High-voltage asymmetric supercapacitors operating in aqueous electrolyte

Abstract

The performance of supercapacitors based on different materials with pseudocapacitive properties such as several conducting polymers (ECPs), amorphous manganese dioxide (a-MnO2), and activated carbon is reported. Composite electrodes of high resiliency and good electronic conductivity were obtained by mixing the active materials with carbon nanotubes. The various limitations of all the above-mentioned materials, when used as negative and positive electrodes in traditional symmetric systems, are shown. It is demonstrated that a successful application of ECPs and a-MnO2 in supercapacitor technologies is possible only in an asymmetric configuration, i.e. with electrodes of different nature for positive and negative polarizations. Several types of asymmetric capacitors were developed by combining ECPs, a-MnO2, and activated carbon and characterized in aqueous electrolyte by galvanostatic charge–discharge, cyclic voltammetry, and impedance spectroscopy. The best device considering the specific energy and power is the asymmetric supercapacitor using a-MnO2 and poly(3,4-ethylenedioxythiophene) (PEDOT) for the positive and negative electrodes, respectively.
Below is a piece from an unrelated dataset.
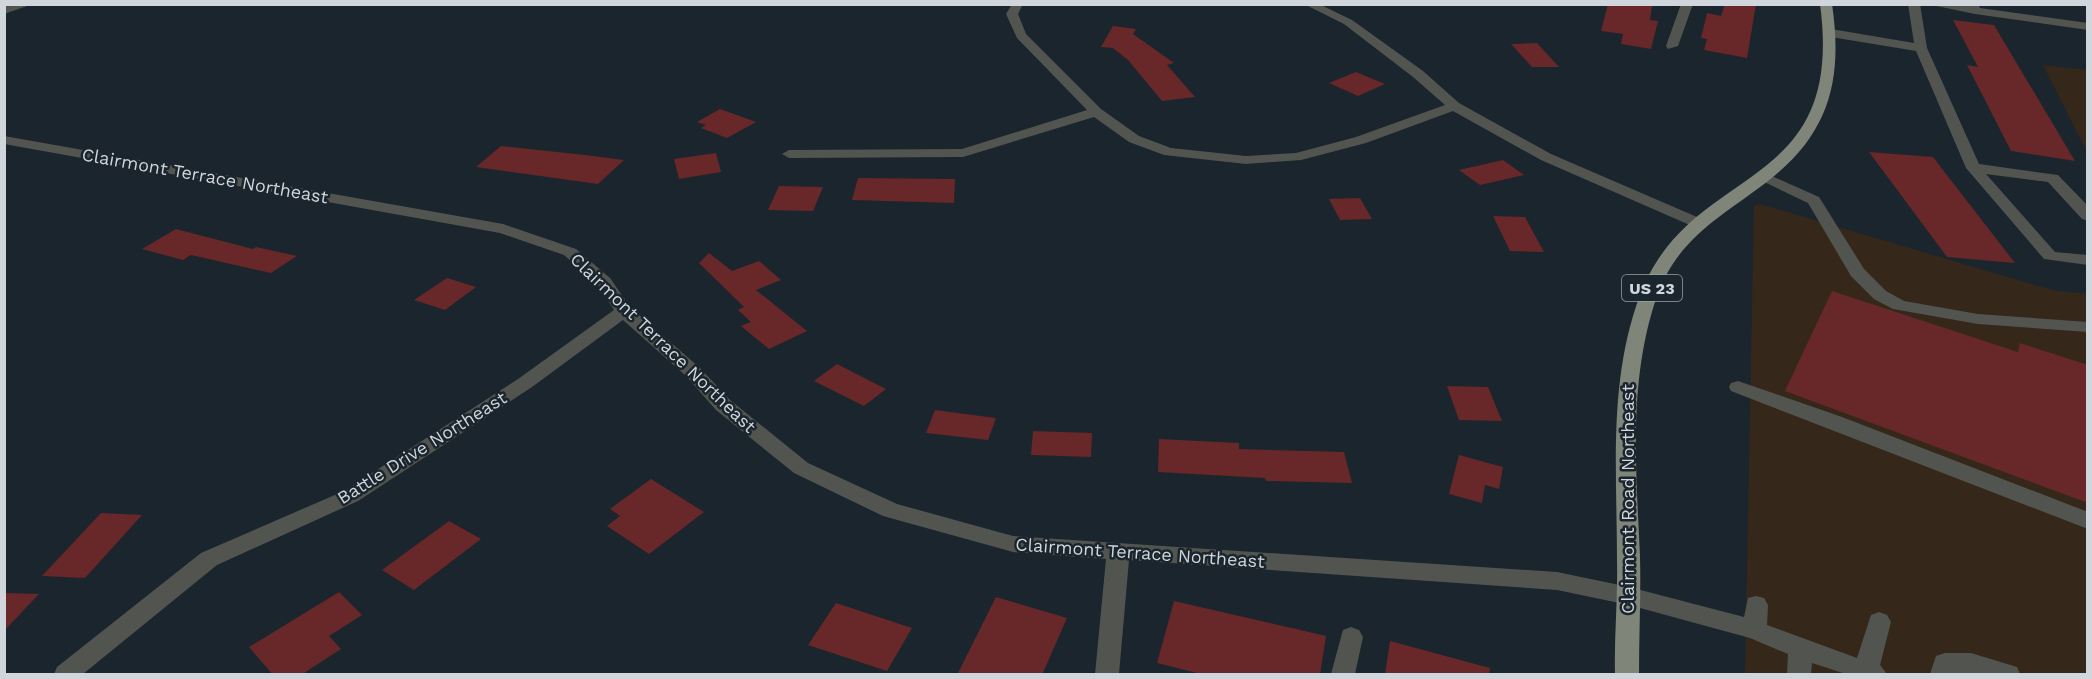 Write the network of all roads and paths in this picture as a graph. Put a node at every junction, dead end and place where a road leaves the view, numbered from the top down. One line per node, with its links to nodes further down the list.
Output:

It has an operating voltage of 1.8 V, which is attributed to different operating potentials of both electrodes, and good electrochemical stability in neutral aqueous electrolyte. According to the voltage value, the energy density of the asymmetric capacitor at a current density of 250 mA/g is found to be 13.5 W h/kg, which is about ten times more than for a symmetric capacitor based on PEDOT in an aqueous medium. The asymmetric capacitor provides two times higher power than a symmetric capacitor based on activated carbon in organic electrolyte, and is thus extremely promising for the development of environmentally friendly systems.